Book Review: The Vertical Self by Mark Sayers

Mark Sayers has written an engaging study of the way modern people struggle with the question of identity. And when I say “engaging, I mean I couldn’t put it down.  We live in the age of the “horizontal self”, pressured to create public personas based on the images around us.  We brand ourselves in order to become socially acceptable and relevant. We compartmentalize our lives to fit in with different groups. Our horizontal selves worry about what others think, about status, about achievement, about today.
Whether we realize it or not, we’ve lost our “vertical selves.” The vertical self is concerned with character, holiness, contribution, eternity.  Even believers and churches fall prey to the trap of the horizontal self: we want to be Christian and cool too. We’ve chosen self over soul.
What is the answer? Discipleship and accountability. We must rediscover what it means to be holy.
I found the history of how we arrived here fascinating: when did it become cool to be cool, how the definition of “sexy” has changed, how we’ve traded spiritual holiness for secular holiness.  I will never look at another advertisement, movie, or staged political event the same way.  I highly recommend this book for everyone, Christian or not, because Western society is playing us for fools. And we’re playing along.

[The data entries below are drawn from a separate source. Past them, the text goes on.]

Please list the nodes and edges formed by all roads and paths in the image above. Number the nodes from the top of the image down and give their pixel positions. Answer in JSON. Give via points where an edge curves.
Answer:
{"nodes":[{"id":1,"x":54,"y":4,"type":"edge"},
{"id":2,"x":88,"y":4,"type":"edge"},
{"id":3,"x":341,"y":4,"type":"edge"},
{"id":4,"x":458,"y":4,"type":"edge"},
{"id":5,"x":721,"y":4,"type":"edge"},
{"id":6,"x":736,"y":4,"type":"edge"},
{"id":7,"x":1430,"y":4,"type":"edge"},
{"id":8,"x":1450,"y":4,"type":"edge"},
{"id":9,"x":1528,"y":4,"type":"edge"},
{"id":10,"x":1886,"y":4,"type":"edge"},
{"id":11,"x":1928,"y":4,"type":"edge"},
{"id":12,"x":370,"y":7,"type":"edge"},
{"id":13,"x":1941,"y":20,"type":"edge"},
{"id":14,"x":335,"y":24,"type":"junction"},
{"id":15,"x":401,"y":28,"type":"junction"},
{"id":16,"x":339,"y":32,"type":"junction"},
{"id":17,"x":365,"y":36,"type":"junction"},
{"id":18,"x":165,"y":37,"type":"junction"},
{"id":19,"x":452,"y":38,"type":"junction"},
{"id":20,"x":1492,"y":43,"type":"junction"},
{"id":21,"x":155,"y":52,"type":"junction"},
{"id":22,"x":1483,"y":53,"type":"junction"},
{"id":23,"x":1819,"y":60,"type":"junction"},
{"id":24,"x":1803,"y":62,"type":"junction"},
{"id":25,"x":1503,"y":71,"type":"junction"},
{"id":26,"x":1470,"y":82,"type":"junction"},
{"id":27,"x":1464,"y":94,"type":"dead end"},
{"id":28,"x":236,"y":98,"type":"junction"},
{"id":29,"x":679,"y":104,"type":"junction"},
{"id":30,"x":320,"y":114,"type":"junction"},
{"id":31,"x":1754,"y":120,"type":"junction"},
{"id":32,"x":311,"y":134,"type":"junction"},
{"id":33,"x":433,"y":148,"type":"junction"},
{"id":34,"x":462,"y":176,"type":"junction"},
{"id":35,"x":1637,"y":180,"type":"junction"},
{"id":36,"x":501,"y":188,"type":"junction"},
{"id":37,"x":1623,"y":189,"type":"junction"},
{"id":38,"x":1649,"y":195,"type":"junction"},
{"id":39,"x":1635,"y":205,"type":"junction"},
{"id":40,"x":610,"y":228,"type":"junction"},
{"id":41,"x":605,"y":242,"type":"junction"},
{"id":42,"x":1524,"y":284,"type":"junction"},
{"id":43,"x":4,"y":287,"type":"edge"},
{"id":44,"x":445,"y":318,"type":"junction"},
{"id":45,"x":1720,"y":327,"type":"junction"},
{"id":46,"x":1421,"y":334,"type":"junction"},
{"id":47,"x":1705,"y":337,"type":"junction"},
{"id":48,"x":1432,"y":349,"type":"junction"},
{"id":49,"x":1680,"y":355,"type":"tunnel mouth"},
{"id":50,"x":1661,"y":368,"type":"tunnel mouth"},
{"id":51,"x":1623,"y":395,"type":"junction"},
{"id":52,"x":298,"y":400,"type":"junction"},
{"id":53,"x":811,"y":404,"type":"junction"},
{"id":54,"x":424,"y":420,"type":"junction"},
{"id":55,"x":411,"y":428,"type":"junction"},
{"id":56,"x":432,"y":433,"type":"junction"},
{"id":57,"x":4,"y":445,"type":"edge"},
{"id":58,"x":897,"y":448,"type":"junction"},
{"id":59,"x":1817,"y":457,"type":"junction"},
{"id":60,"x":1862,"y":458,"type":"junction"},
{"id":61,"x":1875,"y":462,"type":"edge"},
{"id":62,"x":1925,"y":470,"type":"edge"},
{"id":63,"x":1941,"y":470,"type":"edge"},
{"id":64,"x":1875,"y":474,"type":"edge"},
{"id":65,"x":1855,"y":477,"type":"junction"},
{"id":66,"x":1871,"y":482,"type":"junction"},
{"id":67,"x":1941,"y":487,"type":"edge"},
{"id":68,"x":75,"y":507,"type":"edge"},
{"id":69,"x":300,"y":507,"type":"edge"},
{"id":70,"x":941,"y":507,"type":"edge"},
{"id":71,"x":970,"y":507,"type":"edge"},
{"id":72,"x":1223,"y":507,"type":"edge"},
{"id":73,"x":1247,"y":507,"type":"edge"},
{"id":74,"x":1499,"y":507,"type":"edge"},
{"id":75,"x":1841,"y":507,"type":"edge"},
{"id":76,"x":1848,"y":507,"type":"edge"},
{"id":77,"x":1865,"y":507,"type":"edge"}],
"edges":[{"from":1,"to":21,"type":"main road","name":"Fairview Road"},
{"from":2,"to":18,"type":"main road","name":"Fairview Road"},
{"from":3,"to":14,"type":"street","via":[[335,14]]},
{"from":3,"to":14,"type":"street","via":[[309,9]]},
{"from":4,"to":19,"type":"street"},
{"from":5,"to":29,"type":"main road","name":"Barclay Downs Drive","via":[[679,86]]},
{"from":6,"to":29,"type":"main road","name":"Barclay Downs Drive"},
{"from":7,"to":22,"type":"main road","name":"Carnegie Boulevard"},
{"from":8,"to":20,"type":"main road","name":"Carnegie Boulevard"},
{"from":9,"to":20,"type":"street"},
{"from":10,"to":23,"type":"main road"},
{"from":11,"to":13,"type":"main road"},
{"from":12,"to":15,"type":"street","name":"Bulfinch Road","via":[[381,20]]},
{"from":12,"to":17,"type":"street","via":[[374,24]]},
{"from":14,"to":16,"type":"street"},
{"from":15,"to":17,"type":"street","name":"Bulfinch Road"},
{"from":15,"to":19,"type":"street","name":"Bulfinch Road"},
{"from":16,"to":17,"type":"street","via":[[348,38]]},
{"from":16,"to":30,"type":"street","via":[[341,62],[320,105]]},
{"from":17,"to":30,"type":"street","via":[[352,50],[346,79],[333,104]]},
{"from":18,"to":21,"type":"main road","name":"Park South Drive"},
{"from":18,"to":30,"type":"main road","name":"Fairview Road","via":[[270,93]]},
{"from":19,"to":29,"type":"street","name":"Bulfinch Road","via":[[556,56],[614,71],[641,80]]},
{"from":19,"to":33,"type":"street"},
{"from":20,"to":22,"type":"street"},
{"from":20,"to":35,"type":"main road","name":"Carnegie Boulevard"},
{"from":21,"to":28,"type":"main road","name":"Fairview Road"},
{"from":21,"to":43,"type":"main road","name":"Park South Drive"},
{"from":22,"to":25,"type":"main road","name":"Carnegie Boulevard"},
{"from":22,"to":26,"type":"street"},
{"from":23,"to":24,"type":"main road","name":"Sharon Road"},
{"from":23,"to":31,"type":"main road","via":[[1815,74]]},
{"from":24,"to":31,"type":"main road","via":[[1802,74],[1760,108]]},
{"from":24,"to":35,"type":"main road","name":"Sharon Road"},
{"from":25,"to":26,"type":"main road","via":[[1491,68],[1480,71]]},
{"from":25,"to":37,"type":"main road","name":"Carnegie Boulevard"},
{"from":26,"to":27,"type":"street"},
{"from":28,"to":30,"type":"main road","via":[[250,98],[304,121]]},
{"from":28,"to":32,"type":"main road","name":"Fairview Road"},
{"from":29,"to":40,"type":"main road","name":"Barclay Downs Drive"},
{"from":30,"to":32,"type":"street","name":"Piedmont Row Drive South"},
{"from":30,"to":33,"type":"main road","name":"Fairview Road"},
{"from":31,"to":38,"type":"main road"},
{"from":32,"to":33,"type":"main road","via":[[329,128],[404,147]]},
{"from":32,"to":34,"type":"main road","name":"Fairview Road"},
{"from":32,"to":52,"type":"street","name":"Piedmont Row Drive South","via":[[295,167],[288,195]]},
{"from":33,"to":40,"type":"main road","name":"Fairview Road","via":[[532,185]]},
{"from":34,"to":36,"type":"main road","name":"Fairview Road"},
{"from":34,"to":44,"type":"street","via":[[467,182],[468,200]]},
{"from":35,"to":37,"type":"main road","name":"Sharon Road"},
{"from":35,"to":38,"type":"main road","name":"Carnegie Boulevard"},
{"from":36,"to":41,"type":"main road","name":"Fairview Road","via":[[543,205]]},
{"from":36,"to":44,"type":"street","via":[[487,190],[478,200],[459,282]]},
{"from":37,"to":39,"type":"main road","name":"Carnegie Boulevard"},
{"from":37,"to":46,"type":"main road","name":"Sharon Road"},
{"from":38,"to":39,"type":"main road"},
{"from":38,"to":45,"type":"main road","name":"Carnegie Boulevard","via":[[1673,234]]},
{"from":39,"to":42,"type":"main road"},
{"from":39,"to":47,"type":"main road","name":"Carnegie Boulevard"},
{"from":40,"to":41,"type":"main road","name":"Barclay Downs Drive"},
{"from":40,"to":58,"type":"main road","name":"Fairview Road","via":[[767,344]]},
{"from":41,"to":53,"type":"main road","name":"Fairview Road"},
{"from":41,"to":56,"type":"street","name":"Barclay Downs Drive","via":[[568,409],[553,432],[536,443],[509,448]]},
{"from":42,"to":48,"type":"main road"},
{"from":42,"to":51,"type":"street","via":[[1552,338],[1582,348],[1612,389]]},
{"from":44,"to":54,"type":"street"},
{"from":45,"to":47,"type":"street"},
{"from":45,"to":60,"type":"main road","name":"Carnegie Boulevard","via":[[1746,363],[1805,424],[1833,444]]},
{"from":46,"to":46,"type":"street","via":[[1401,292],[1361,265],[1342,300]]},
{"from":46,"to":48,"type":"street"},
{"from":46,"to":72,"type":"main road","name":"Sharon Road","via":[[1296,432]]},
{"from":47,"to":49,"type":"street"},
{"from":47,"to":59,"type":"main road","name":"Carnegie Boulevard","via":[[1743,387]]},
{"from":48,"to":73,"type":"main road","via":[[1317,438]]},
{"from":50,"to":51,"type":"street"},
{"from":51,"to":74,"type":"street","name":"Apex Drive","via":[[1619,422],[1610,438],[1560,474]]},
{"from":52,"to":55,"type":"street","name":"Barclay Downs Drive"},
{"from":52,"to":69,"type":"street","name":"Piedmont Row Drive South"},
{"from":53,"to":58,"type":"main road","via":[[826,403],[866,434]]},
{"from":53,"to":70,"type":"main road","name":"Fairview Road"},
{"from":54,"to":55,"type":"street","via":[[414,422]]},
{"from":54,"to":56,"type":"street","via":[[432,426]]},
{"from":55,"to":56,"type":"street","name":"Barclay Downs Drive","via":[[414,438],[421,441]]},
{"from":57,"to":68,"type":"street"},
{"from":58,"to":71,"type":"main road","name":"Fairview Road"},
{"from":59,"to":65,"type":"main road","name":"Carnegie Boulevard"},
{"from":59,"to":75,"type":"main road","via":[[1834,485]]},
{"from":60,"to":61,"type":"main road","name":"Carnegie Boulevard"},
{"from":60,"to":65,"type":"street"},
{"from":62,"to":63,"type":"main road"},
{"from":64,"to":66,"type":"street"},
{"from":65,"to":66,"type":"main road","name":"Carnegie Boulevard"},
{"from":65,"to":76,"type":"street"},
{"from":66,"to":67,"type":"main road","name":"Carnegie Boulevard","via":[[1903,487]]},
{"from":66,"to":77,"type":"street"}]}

Wednesday, February 24, 2010

Giving Up

“What are you giving up for Lent?” 
I haven’t heard that question as much this year as in years past.  The practice of giving something up, of fasting, is what most people associate with Lent.  It’s a practice that I grapple with each year.  Should I fast from something?  What would it mean spiritually?  Would I fast alone--since it’s not a communal practice in any of the churches I’ve attended?
I never want to fast for the sake of fasting.  To do that would put fasting into the same category as New Year’s resolutions: easily made, easily broken. I don’t want a fast to become just a Lenten diet--abstaining from sweets and hoping to lose a pound or two.  I don’t have a good background in the spiritual discipline of fasting, so I’m unsure of how to fast so that it helps me grow closer to God.
So I did a little research.
Fasting is grounded in the scriptures that are read during Lent.  In liturgical churches, the verses read on the first Sunday of Lent are all from the story of Christ’s temptation.  After his baptism, Jesus fasted for 40 days and nights. (Matt 4:2) Jesus experienced deprivation, hunger, and temptation.  We identify with Christ’s suffering through fasting.
Food fasts are the most common type.  My Catholic friends don’t eat meat on Fridays and some parishes hold a “fish fry” fellowship on Friday nights.  Believers who fast from food--sweets, snacks, or entire meals--often donate the money they would have spent to charity.  
A second type of fast is to abstain from something that is done purely for pleasure, such as watching TV or clothes shopping.  Unlike food fasts there’s no physical reminder of the fast, which practitioners use to help them grow spiritually.  Therefore the choice of fast needs to have meaning.  Would I fast from TV to see if I could do it--to develop self-discipline?  Or would I just record the shows on my DVR to watch after Easter?  What’s tricky here is that Lent shouldn’t be something that causes Jesus to become the spoilsport or believers to grumble like a kid on 40-day restriction. The idea behind this type of fast is to eliminate some of the clutter from the schedule--to allow more space for the Sprit to move.
The most important component to fasting, and one that can be overlooked, is to find out what has power and authority in our lives, what causes us to sin.  A mom and local blogger has declared a fast from yelling at her kids.  Some bishops have advocated giving up texting, social networks, and online gaming--getting out of the virtual world and reconnecting with the self, with God, and with those physically present in our lives.  The concept here is to identify, confess, and root out sin in our lives so that the Lenten fast will continue past Easter and become part of our Christ-filled lives.
So what am I giving up for Lent?   I’m taking aim at one of my gluttonous habits.  I’m a habitual evening snacker, eating for no reason other than the pleasure of eating.  So I’m giving up my post-dinner handfuls of whatever I can root out of the pantry.  When I get the urge to chew I’m reminded to be thankful for ways that God has blessed me and conscious of those who have little to eat. I read my Bible.  I even write about fasting.  And hopefully, I won’t give up giving up when Lent is over.  The next step in this process is to decide how to turn my fast into a blessing for someone else, perhaps a donation to our local food pantry or Salvation Army.
So how about you? Are you ready to give up?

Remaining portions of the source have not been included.